Y es que aquel primer partido disputado en Florencia acabó con empate a uno, por lo que tuvo que disputarse un partido de desempate en el que la historia se volvió a repetir. España e Italia se volvieron a ver las caras en esta ocasión con el arbitraje del suizo Mercet y significativas bajas por lesión que mermaron al combinado español, que tuvo una vez más a un enemigo en la figura del colegiado.

Otra más que dudosa actuación de Mercet, que anuló un gol a Campanal por presunto fuera de juego y concedió gol a Meazza en una clamorosa acción antirreglamentaria sobre el guardameta Nogués -que suplía a Zamora lesionado-. Colegiado suizo que por cierto fue suspendido por le Federación de Fútbol de su país a su regreso, y allanó el camino hacia la final a los de Mussolini.

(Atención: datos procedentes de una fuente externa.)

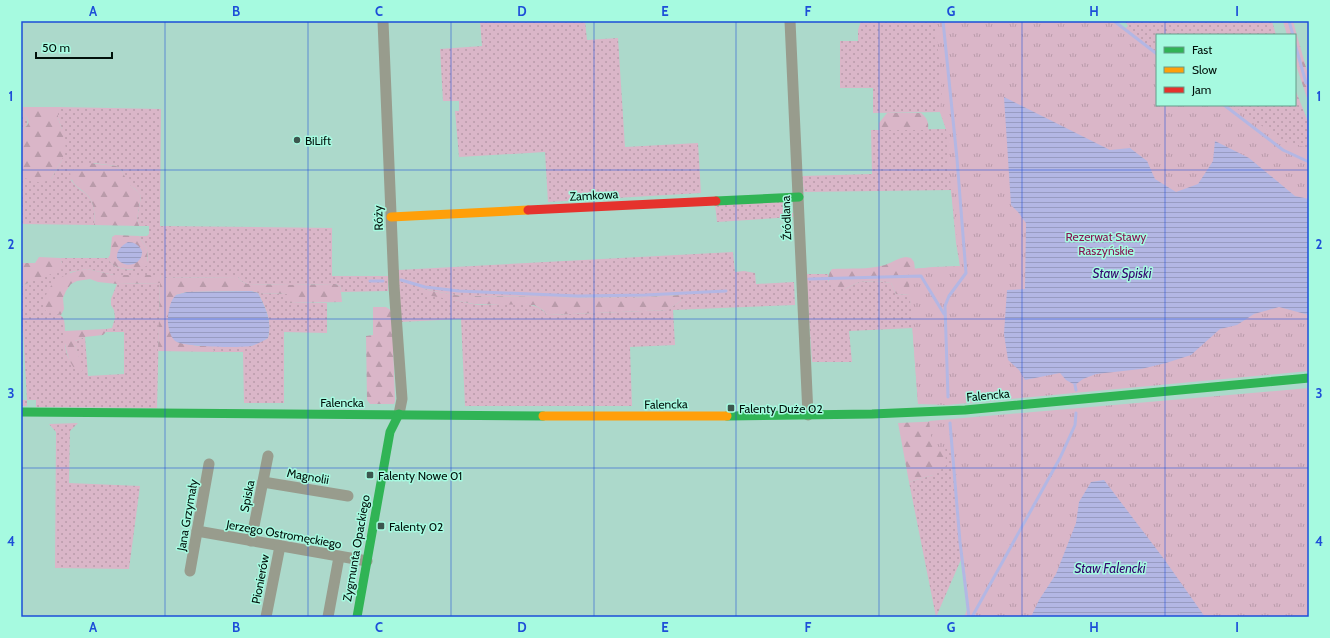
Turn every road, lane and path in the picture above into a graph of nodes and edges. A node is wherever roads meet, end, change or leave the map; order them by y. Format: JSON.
{"nodes":[{"id":1,"x":383,"y":21,"type":"edge"},
{"id":2,"x":790,"y":21,"type":"edge"},
{"id":3,"x":799,"y":197,"type":"junction"},
{"id":4,"x":391,"y":217,"type":"junction"},
{"id":5,"x":1309,"y":378,"type":"edge"},
{"id":6,"x":21,"y":412,"type":"edge"},
{"id":7,"x":399,"y":414,"type":"junction"},
{"id":8,"x":808,"y":415,"type":"junction"},
{"id":9,"x":268,"y":456,"type":"dead end"},
{"id":10,"x":209,"y":464,"type":"dead end"},
{"id":11,"x":263,"y":482,"type":"junction"},
{"id":12,"x":348,"y":496,"type":"dead end"},
{"id":13,"x":197,"y":531,"type":"junction"},
{"id":14,"x":251,"y":541,"type":"junction"},
{"id":15,"x":280,"y":546,"type":"junction"},
{"id":16,"x":340,"y":557,"type":"junction"},
{"id":17,"x":367,"y":561,"type":"junction"},
{"id":18,"x":190,"y":571,"type":"dead end"},
{"id":19,"x":266,"y":617,"type":"edge"},
{"id":20,"x":328,"y":617,"type":"edge"},
{"id":21,"x":357,"y":617,"type":"edge"}],
"edges":[{"from":1,"to":4,"type":"street","name":"Róży"},
{"from":2,"to":3,"type":"street","name":"Źródlana"},
{"from":3,"to":4,"type":"street","name":"Zamkowa"},
{"from":3,"to":8,"type":"street","name":"Źródlana"},
{"from":4,"to":7,"type":"street","name":"Róży"},
{"from":5,"to":8,"type":"street","name":"Falencka"},
{"from":6,"to":7,"type":"street","name":"Falencka"},
{"from":7,"to":8,"type":"street","name":"Falencka"},
{"from":7,"to":17,"type":"street","name":"Zygmunta Opackiego"},
{"from":9,"to":11,"type":"street","name":"Spiska"},
{"from":10,"to":13,"type":"street","name":"Jana Grzymały"},
{"from":11,"to":12,"type":"street","name":"Magnolii"},
{"from":11,"to":14,"type":"street","name":"Spiska"},
{"from":13,"to":14,"type":"street","name":"Jerzego Ostromęckiego"},
{"from":13,"to":18,"type":"street","name":"Jana Grzymały"},
{"from":14,"to":15,"type":"street","name":"Jerzego Ostromęckiego"},
{"from":15,"to":16,"type":"street","name":"Jerzego Ostromęckiego"},
{"from":15,"to":19,"type":"street","name":"Pionierów"},
{"from":16,"to":17,"type":"street","name":"Jerzego Ostromęckiego"},
{"from":16,"to":20,"type":"street","name":"Zygmunta Opackiego"},
{"from":17,"to":21,"type":"street","name":"Zygmunta Opackiego"}]}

Triste final para España, que pese a ello regresó con la cabeza muy alta y fue  recibida de forma triunfal, con el considerado como mejor portero del mundo en sus filas -Zamora-, con el mejor defensa -Jacinto Quincoces- y con la ya tradicional y legendaria furia que les identificaba. Una agridulce experiencia para García de Salazar, que siguió en el cargo hasta el estallido de la Guerra Civil Española en 1936, cuando por motivos obvios puso fin a una etapa de 12 partidos, con 6 victorias, 2 empates y 4 derrotas.

Su figura sin duda trascendente en el fútbol español y vasco de la época, pues además de su trabajo en la selección española y en el Alavés, hay que destacar su etapa como seleccionador del combinado de Vasconia, así como su condición de precursor de la Selección de fútbol de Euskal Herria.

Hoy en día, una plaza situada junto al Estadio Mendizorroza le recuerda y nosotros le rescatamos del olvido para desempolvar las viejas crónicas que cubren la etapa del médico seleccionador, que indudablemente hizo un buen diagnóstico y fue un buen médico de cabecera para la roja.